Dans le même temps, les quantités de fines particules solides, appelées aérosols sulfatés, émises par les centrales au charbon ont augmenté, alors que les pays reconstruisaient leurs économies après la Seconde Guerre mondiale. Ceux-ci ont refroidi directement l'Atlantique Nord, en réfléchissant le rayonnement solaire entrant, ainsi qu'indirectement, en favorisant la formation de nuages qui réfléchissent à leur tour le rayonnement incident.
Notre analyse d'un ensemble de 29 modèles climatiques mondiaux montre que la combinaison unique du réchauffement des océans tropicaux - causé par les gaz à effet de serre - et du refroidissement de l'océan Atlantique Nord - causé par les aérosols sulfatés - qui a caractérisé la seconde moitié du 20e siècle a conduit à l'assèchement du Sahel.

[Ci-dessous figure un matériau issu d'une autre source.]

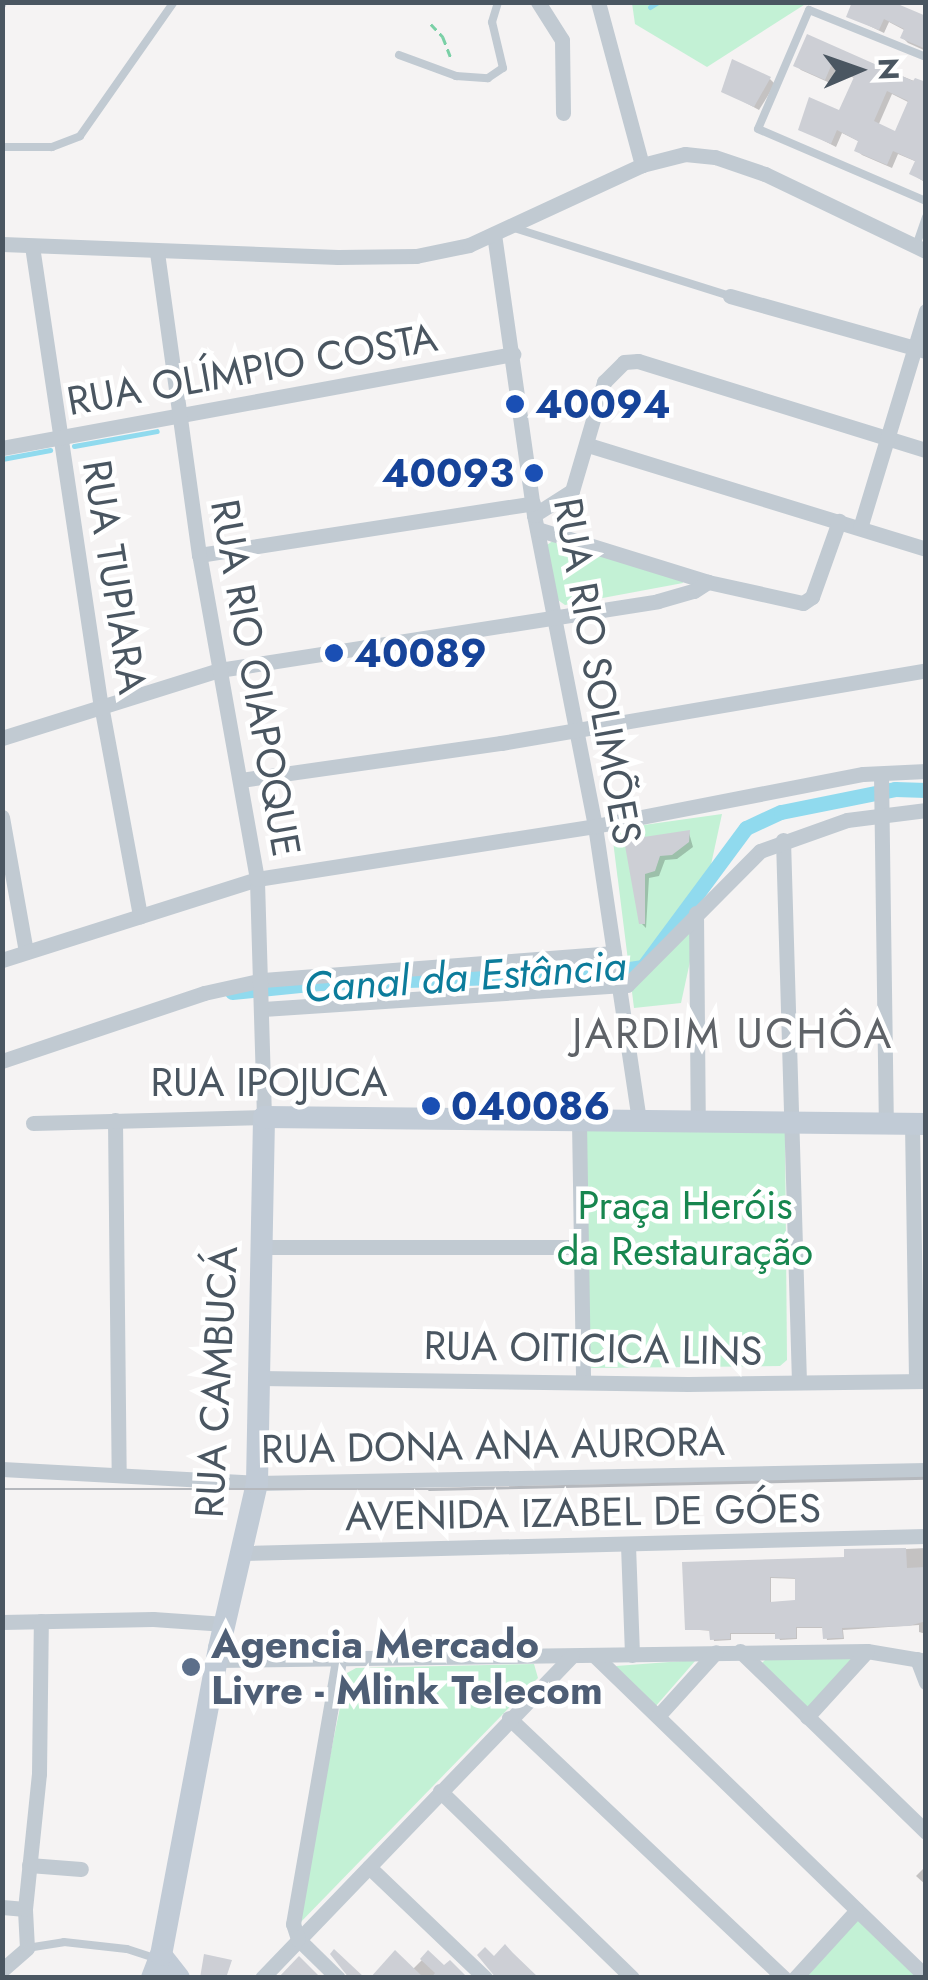 <!DOCTYPE html>
<html>
<head>
<meta charset="utf-8">
<style>
	body { margin:0 }
	#map { position:relative; width:928px; height:1980px; overflow:hidden; background:#f5f3f3; font-family:Jost,sans-serif }
	div>[style] { position:absolute }
	[style*='--x'] { left:calc(var(--x)*1px); top:calc(var(--y)*1px); width:calc(var(--w)*1px); rotate:calc(var(--a)*1deg) }
	.green>* { inset:0; background:#c3f1d5 }
	.shadow>* { inset:0; background:#0003 }
	.stream>* { height:5px; margin:-2.5px; padding:0 2.5px; transform-origin:2.5px; border-radius:2.5px; background:#90daee }
	.canal>* { height:15px; margin:-7.5px; padding:0 7.5px; transform-origin:7.5px; border-radius:7.5px; background:#90daee }
	.building>* { inset:0; background:#cdcfd5 }
	.path>* { height:2.5px; margin-top:-1.25px; transform-origin:0; background:repeating-linear-gradient(90deg,#7ad0a6 0 8px,transparent 0 13px) }
	.service>* { height:8px; margin:-4px; padding:0 4px; transform-origin:4px; border-radius:4px; background:#c1cad2 }
	.minor>* { height:15px; margin:-7.5px; padding:0 7.5px; transform-origin:7.5px; border-radius:7.5px; background:#c1cad2 }
	.secondary>* { height:22px; margin:-11px; padding:0 11px; transform-origin:11px; border-radius:11px; background:#c1cbd6 }
	.tram>* { height:2.5px; margin:-1.25px; padding:0 1.25px; transform-origin:1.25px; border-radius:1.25px; background:#b5b8bd }
	.dots>* { width:28px; height:28px; translate:-50% -50%; box-sizing:border-box; border:5px solid #fff; border-radius:50% }
	span { translate:-50% -50%; white-space:nowrap; text-align:center; line-height:1.15; -webkit-text-stroke:9px #fff; paint-order:stroke }
	.street-label { font-size:40px; color:#4a5661 }
	.transit-label { font-size:40px; color:#164399; font-weight:700 }
	.left { translate:0 -50%; text-align:left }
	.right { translate:-100% -50%; text-align:right }
	.park-label { font-size:40px; color:#17864f }
	.service-label { font-size:40px; color:#4e5e75; font-weight:700 }
	.water-label { font-size:42px; color:#0c7c9b; font-style:italic }
	.neighbourhood-label { font-size:42px; color:#5f6368; letter-spacing:2.5px }
	.frame { position:absolute; inset:0; border:5px solid #4a5661; pointer-events:none }
	.north { position:absolute; left:808px; top:20px; width:100px; height:100px; -webkit-text-stroke:8px #fff; paint-order:stroke; rotate:88deg; font-size:28px; font-weight:700; line-height:40px; text-align:center; color:#4a5661 }
	.north::after { content:''; display:block; margin:auto; width:35px; height:45px; background:#4a5661; clip-path:polygon(50% 0,100% 100%,50% 72%,0 100%) }
</style>
</head>
<body>
<div id="map">
	<div class="green">
		<div style="clip-path:polygon(632px 3px,632px 2px,807px 3px,707px 67px,635px 24px)"></div>
		<div style="clip-path:polygon(554px 540px,682px 580px,683px 583px,565px 605px,558px 600px,547px 545px)"></div>
		<div style="clip-path:polygon(722px 814px,681px 1003px,634px 1008px,612px 833px,615px 829px)"></div>
		<div style="clip-path:polygon(785px 1128px,787px 1360px,780px 1366px,591px 1368px,584px 1359px,585px 1129px)"></div>
		<div style="clip-path:polygon(859px 1656px,808px 1712px,761px 1664px,766px 1659px)"></div>
		<div style="clip-path:polygon(696px 1660px,655px 1707px,619px 1674px,616px 1666px)"></div>
		<div style="clip-path:polygon(534px 1664px,538px 1678px,295px 1928px,347px 1673px,356px 1668px)"></div>
		<div style="clip-path:polygon(858px 1916px,920px 1978px,804px 1978px)"></div>
	</div>
	<div class="shadow">
		<div style="clip-path:polygon(849px 16px,926px 18px,926px 51px,908px 43px,903px 38px,906px 31px,889px 22px,884px 33px)"></div>
		<div style="clip-path:polygon(evenodd,808px 37px,926px 86px,926px 183px,912px 174px,917px 162px,898px 154px,892px 168px,862px 155px,857px 150px,860px 142px,842px 133px,836px 147px,801px 129px,841px 114px,856px 79px,836px 69px,830px 83px,801px 70px,796px 65px,808px 37px,892px 94px,910px 103px,896px 134px,878px 126px,892px 94px)"></div>
		<div style="clip-path:polygon(770px 79px,775px 84px,759px 110px,724px 91px)"></div>
		<div style="clip-path:polygon(689px 833px,693px 847px,677px 859px,665px 860px,659px 876px,649px 878px,646px 928px,641px 923px,627px 842px)"></div>
		<div style="clip-path:polygon(evenodd,926px 1548px,926px 1634px,919px 1632px,919px 1625px,843px 1630px,844px 1639px,827px 1640px,825px 1628px,797px 1628px,797px 1639px,780px 1640px,777px 1634px,731px 1634px,731px 1640px,714px 1641px,712px 1631px,687px 1629px,685px 1564px,846px 1560px,846px 1552px,926px 1548px,771px 1578px,798px 1579px,798px 1602px,771px 1604px,771px 1578px)"></div>
		<div style="clip-path:polygon(926px 1866px,926px 1885px,916px 1876px)"></div>
		<div style="clip-path:polygon(428px 1954px,444px 1969px,465px 1978px,373px 1978px,412px 1970px)"></div>
	</div>
	<div class="stream">
		<div style="--x:650;--y:7;--w:9;--a:-32"></div>
		<div style="--x:74;--y:446;--w:84;--a:-10.2"></div>
		<div style="--x:2;--y:459;--w:49;--a:-10.6"></div>
	</div>
	<div class="canal">
		<div style="--x:232;--y:992;--w:88;--a:-5.8"></div>
		<div style="--x:320;--y:983;--w:284;--a:-2"></div>
		<div style="--x:604;--y:973;--w:39;--a:-9"></div>
		<div style="--x:643;--y:967;--w:173;--a:-53.5"></div>
		<div style="--x:746;--y:828;--w:38;--a:-25"></div>
		<div style="--x:781;--y:812;--w:116;--a:-11.4"></div>
		<div style="--x:895;--y:789;--w:31;--a:2"></div>
	</div>
	<div class="building">
		<div style="clip-path:polygon(852px 2px,893px 2px,926px 16px,926px 49px,900px 38px,904px 29px,884px 19px,879px 30px,846px 17px)"></div>
		<div style="clip-path:polygon(evenodd,807px 34px,913px 81px,915px 78px,926px 82px,926px 182px,909px 174px,915px 161px,893px 151px,887px 165px,854px 151px,858px 141px,837px 130px,831px 144px,798px 130px,809px 97px,839px 110px,854px 77px,831px 66px,825px 80px,793px 66px,807px 34px,887px 91px,908px 101px,895px 131px,874px 121px,887px 91px)"></div>
		<div style="clip-path:polygon(732px 59px,771px 77px,754px 107px,721px 92px)"></div>
		<div style="clip-path:polygon(690px 830px,689px 842px,672px 855px,660px 856px,655px 871px,645px 874px,645px 924px,639px 924px,624px 840px)"></div>
		<div style="clip-path:polygon(evenodd,906px 1548px,907px 1568px,925px 1567px,926px 1621px,909px 1626px,842px 1628px,843px 1638px,836px 1638px,823px 1639px,822px 1627px,796px 1627px,796px 1638px,775px 1639px,775px 1633px,730px 1633px,730px 1639px,710px 1640px,709px 1630px,685px 1630px,682px 1562px,844px 1557px,844px 1549px,906px 1548px,770px 1577px,795px 1578px,795px 1600px,770px 1602px,770px 1577px)"></div>
		<div style="clip-path:polygon(505px 1944px,513px 1953px,539px 1978px,496px 1978px,477px 1955px,485px 1947px,494px 1956px)"></div>
		<div style="clip-path:polygon(334px 1949px,365px 1978px,349px 1978px,330px 1954px)"></div>
		<div style="clip-path:polygon(395px 1950px,424px 1978px,370px 1978px)"></div>
		<div style="clip-path:polygon(428px 1950px,444px 1965px,450px 1960px,468px 1978px,431px 1978px,435px 1973px,420px 1959px)"></div>
		<div style="clip-path:polygon(204px 1954px,232px 1960px,226px 1978px,200px 1978px)"></div>
		<div style="clip-path:polygon(299px 1956px,321px 1978px,278px 1978px)"></div>
	</div>
	<div class="path">
		<div style="--x:431;--y:24;--w:18;--a:47"></div>
		<div style="--x:443;--y:37;--w:25;--a:69"></div>
	</div>
	<div class="service">
		<div style="--x:2;--y:5;--w:3;--a:-72"></div>
		<div style="--x:399;--y:55;--w:61;--a:20.2"></div>
		<div style="--x:456;--y:76;--w:32;--a:4"></div>
		<div style="--x:488;--y:78;--w:18;--a:-34"></div>
		<div style="--x:503;--y:68;--w:47;--a:-103.4"></div>
		<div style="--x:492;--y:22;--w:21;--a:-73"></div>
		<div style="--x:926;--y:57;--w:126;--a:-158.1"></div>
		<div style="--x:809;--y:10;--w:129;--a:113.2"></div>
		<div style="--x:758;--y:129;--w:183;--a:23.2"></div>
		<div style="--x:2;--y:147;--w:50;--a:0"></div>
		<div style="--x:52;--y:147;--w:30;--a:-21"></div>
		<div style="--x:80;--y:136;--w:164;--a:-55"></div>
		<div style="--x:511;--y:227;--w:230;--a:17.5"></div>
		<div style="--x:916;--y:246;--w:31;--a:-71"></div>
		<div style="--x:27;--y:1948;--w:37;--a:-9"></div>
		<div style="--x:64;--y:1942;--w:63;--a:6.3"></div>
		<div style="--x:127;--y:1949;--w:29;--a:18"></div>
	</div>
	<div class="minor">
		<div style="--x:538;--y:2;--w:45;--a:57.7"></div>
		<div style="--x:562;--y:40;--w:73;--a:89.2"></div>
		<div style="--x:598;--y:2;--w:169;--a:74.9"></div>
		<div style="--x:494;--y:234;--w:284;--a:81.9"></div>
		<div style="--x:534;--y:515;--w:317;--a:78.9"></div>
		<div style="--x:595;--y:826;--w:298;--a:81.5"></div>
		<div style="--x:2;--y:244;--w:336;--a:2.2"></div>
		<div style="--x:338;--y:257;--w:78;--a:-0.7"></div>
		<div style="--x:416;--y:256;--w:54;--a:-11.7"></div>
		<div style="--x:469;--y:245;--w:191;--a:-24.8"></div>
		<div style="--x:642;--y:165;--w:44;--a:-14.3"></div>
		<div style="--x:685;--y:154;--w:30;--a:6"></div>
		<div style="--x:715;--y:157;--w:53;--a:18.8"></div>
		<div style="--x:765;--y:174;--w:178;--a:25.6"></div>
		<div style="--x:32;--y:246;--w:464;--a:81.5"></div>
		<div style="--x:101;--y:705;--w:215;--a:79.5"></div>
		<div style="--x:730;--y:296;--w:204;--a:15.7"></div>
		<div style="--x:588;--y:445;--w:354;--a:17.1"></div>
		<div style="--x:2;--y:448;--w:520;--a:-10.42"></div>
		<div style="--x:534;--y:515;--w:45;--a:-32.3"></div>
		<div style="--x:572;--y:491;--w:114;--a:-73.6"></div>
		<div style="--x:604;--y:382;--w:28;--a:-45"></div>
		<div style="--x:624;--y:362;--w:14;--a:-4"></div>
		<div style="--x:638;--y:361;--w:301;--a:17.2"></div>
		<div style="--x:860;--y:528;--w:227;--a:-73.1"></div>
		<div style="--x:537;--y:529;--w:179;--a:17.2"></div>
		<div style="--x:708;--y:582;--w:97;--a:12.5"></div>
		<div style="--x:803;--y:603;--w:11;--a:-34"></div>
		<div style="--x:812;--y:597;--w:81;--a:-70.4"></div>
		<div style="--x:199;--y:555;--w:338;--a:-8.8"></div>
		<div style="--x:2;--y:738;--w:227;--a:-17.4"></div>
		<div style="--x:219;--y:670;--w:444;--a:-8.9"></div>
		<div style="--x:658;--y:601;--w:37;--a:-16"></div>
		<div style="--x:694;--y:591;--w:17;--a:-33"></div>
		<div style="--x:881;--y:774;--w:349;--a:89.2"></div>
		<div style="--x:241;--y:780;--w:263;--a:-8.1"></div>
		<div style="--x:501;--y:743;--w:431;--a:-9.7"></div>
		<div style="--x:2;--y:817;--w:137;--a:79.9"></div>
		<div style="--x:783;--y:840;--w:542;--a:88.31"></div>
		<div style="--x:696;--y:913;--w:209;--a:89.5"></div>
		<div style="--x:2;--y:960;--w:268;--a:-17.6"></div>
		<div style="--x:257;--y:879;--w:342;--a:-8.9"></div>
		<div style="--x:595;--y:826;--w:273;--a:-11"></div>
		<div style="--x:863;--y:774;--w:63;--a:-2.7"></div>
		<div style="--x:263;--y:1009;--w:365;--a:-3.8"></div>
		<div style="--x:627;--y:985;--w:189;--a:-45.2"></div>
		<div style="--x:760;--y:851;--w:92;--a:-19.6"></div>
		<div style="--x:847;--y:820;--w:80;--a:-7.2"></div>
		<div style="--x:2;--y:1061;--w:213;--a:-18.6"></div>
		<div style="--x:204;--y:993;--w:60;--a:-12.4"></div>
		<div style="--x:263;--y:980;--w:352;--a:-4.4"></div>
		<div style="--x:115;--y:1120;--w:353;--a:89.4"></div>
		<div style="--x:579;--y:1121;--w:261;--a:89.1"></div>
		<div style="--x:33;--y:1123;--w:231;--a:-1.5"></div>
		<div style="--x:264;--y:1117;--w:238;--a:-91.7"></div>
		<div style="--x:257;--y:879;--w:329;--a:-100.1"></div>
		<div style="--x:199;--y:555;--w:307;--a:-97.9"></div>
		<div style="--x:912;--y:1124;--w:257;--a:89.1"></div>
		<div style="--x:262;--y:1247;--w:316;--a:0"></div>
		<div style="--x:259;--y:1378;--w:429;--a:0.8"></div>
		<div style="--x:688;--y:1384;--w:238;--a:-0.7"></div>
		<div style="--x:2;--y:1469;--w:255;--a:3.1"></div>
		<div style="--x:257;--y:1483;--w:669;--a:-1.11"></div>
		<div style="--x:628;--y:1545;--w:110;--a:87.9"></div>
		<div style="--x:242;--y:1553;--w:684;--a:-1.42"></div>
		<div style="--x:2;--y:1622;--w:151;--a:-1.1"></div>
		<div style="--x:153;--y:1619;--w:72;--a:4"></div>
		<div style="--x:740;--y:1651;--w:260;--a:44.2"></div>
		<div style="--x:595;--y:1656;--w:461;--a:44.1"></div>
		<div style="--x:917;--y:1659;--w:25;--a:69"></div>
		<div style="--x:217;--y:1660;--w:650;--a:-0.79"></div>
		<div style="--x:867;--y:1651;--w:60;--a:9.6"></div>
		<div style="--x:658;--y:1716;--w:86;--a:-47.8"></div>
		<div style="--x:807;--y:1717;--w:89;--a:-47.7"></div>
		<div style="--x:509;--y:1718;--w:378;--a:43.4"></div>
		<div style="--x:440;--y:1791;--w:268;--a:44.2"></div>
		<div style="--x:29;--y:1865;--w:52;--a:4.4"></div>
		<div style="--x:369;--y:1867;--w:161;--a:43.7"></div>
		<div style="--x:2;--y:1907;--w:23;--a:5"></div>
		<div style="--x:2;--y:1970;--w:33;--a:-41"></div>
		<div style="--x:27;--y:1948;--w:39;--a:-93"></div>
		<div style="--x:25;--y:1909;--w:136;--a:-84.1"></div>
		<div style="--x:39;--y:1774;--w:153;--a:-89.3"></div>
		<div style="--x:262;--y:1978;--w:447;--a:-46.1"></div>
		<div style="--x:338;--y:1978;--w:56;--a:-135.7"></div>
		<div style="--x:298;--y:1939;--w:16;--a:-108"></div>
		<div style="--x:293;--y:1924;--w:268;--a:-80.1"></div>
		<div style="--x:795;--y:1978;--w:92;--a:-47.6"></div>
	</div>
	<div class="secondary">
		<div style="--x:161;--y:1955;--w:29;--a:52"></div>
		<div style="--x:152;--y:1978;--w:25;--a:-69"></div>
		<div style="--x:161;--y:1955;--w:312;--a:-79.3"></div>
		<div style="--x:219;--y:1648;--w:169;--a:-77"></div>
		<div style="--x:257;--y:1483;--w:366;--a:-88.9"></div>
		<div style="--x:264;--y:1117;--w:662;--a:0.61"></div>
	</div>
	<div class="tram">
		<div style="--x:2;--y:1489;--w:427;--a:0"></div>
		<div style="--x:429;--y:1489;--w:497;--a:-1.3"></div>
	</div>
	<div class="dots">
		<div style="left:515px;top:404px;background:#1a4fb4"></div>
		<div style="left:534px;top:473px;background:#1a4fb4"></div>
		<div style="left:334px;top:653px;background:#1a4fb4"></div>
		<div style="left:431px;top:1106px;background:#1a4fb4"></div>
		<div style="left:191px;top:1667px;background:#5c6f8a"></div>
	</div>
	<div class="street-label">
		<span style="left:252px;top:369px;rotate:-10deg">RUA OLÍMPIO COSTA</span>
		<span style="left:115px;top:577px;rotate:81deg">RUA TUPIARA</span>
		<span style="left:598px;top:671px;rotate:80deg">RUA RIO SOLIMÕES</span>
		<span style="left:256px;top:678px;rotate:80deg">RUA RIO OIAPOQUE</span>
		<span style="left:269px;top:1082px">RUA IPOJUCA</span>
		<span style="left:593px;top:1348px;rotate:1deg">RUA OITICICA LINS</span>
		<span style="left:216px;top:1382px;rotate:-87deg">RUA CAMBUCÁ</span>
		<span style="left:493px;top:1445px;rotate:-1deg">RUA DONA ANA AURORA</span>
		<span style="left:583px;top:1512px;rotate:-1deg">AVENIDA IZABEL DE GÓES</span>
	</div>
	<div class="transit-label">
		<span class="left" style="left:535px;top:404px">40094</span>
		<span class="right" style="left:514px;top:473px">40093</span>
		<span class="left" style="left:354px;top:653px">40089</span>
		<span class="left" style="left:451px;top:1106px">040086</span>
	</div>
	<div class="park-label">
		<span style="left:685px;top:1228px">Praça Heróis<br>da Restauração</span>
	</div>
	<div class="service-label">
		<span class="left" style="left:211px;top:1667px">Agencia Mercado<br>Livre - Mlink Telecom</span>
	</div>
	<div class="water-label">
		<span style="left:465px;top:977px;rotate:-4deg">Canal da Estância</span>
	</div>
	<div class="neighbourhood-label">
		<span style="left:733px;top:1034px">JARDIM UCHÔA</span>
	</div>
	<div class="frame"></div>
	<div class="north">N</div>
</div>
</body>
</html>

Notre analyse montre également que malgré le rôle des gaz à effet de serre dans les sécheresses passées, la sécheresse n'est pas nécessairement l'avenir du changement climatique au Sahel. Maintenant que les émissions d'aérosols sulfatés ont été considérablement réduites autour de l'Atlantique Nord, grâce à une législation environnementale visant à réduire les pluies acides et les conséquences de la pollution sur la santé publique, le réchauffement s'est accéléré dans l'océan Atlantique Nord.
Par conséquent, les projections de conditions plus humides en période de réchauffement sont conformes à l'explication donnée ci-dessus :l'air peut désormais s'élever au-dessus du Sahel, alimentée par l'augmentation de l'humidité importée d'un océan Atlantique Nord qui se réchauffe, dans un défi au mouvement de naufrage imposé par le réchauffement des océans tropicaux ailleurs. Les projections sont également conformes aux tendances émergentes des observations vers un cycle de l'eau plus vigoureux :plus bien que peut-être moins fréquent, événements pluvieux qui ont conduit à des épisodes récurrents d'inondations au cours de la dernière décennie.
Politiques futures
L'attribution de la sécheresse au Sahel aux émissions démontre que le changement climatique est réel, et est déjà là. Des technologies d'adaptation à la sécheresse et plus généralement à la variabilité climatique existent. Ils comprennent la prévision climatique saisonnière et les pratiques de gestion des terres comme l'agroforesterie, agriculture de conservation, et la conservation des sols et de l'eau, qui jouent déjà un rôle dans le renforcement de la résilience.
Cependant, compte tenu des pressions sociétales évoquées au départ, pour développer le Sahel, il faut diversifier les économies en dehors de l'agriculture. Cela nécessite beaucoup plus d'énergie que ce qui est produit au Sahel actuellement. Dans le contexte mondial de la politique de changement climatique, c'est l'atténuation qui ouvre la possibilité de se développer durablement, avec l'accompagnement d'une transition énergétique vers les énergies renouvelables particulièrement attractive dans une région riche en soleil et en vent.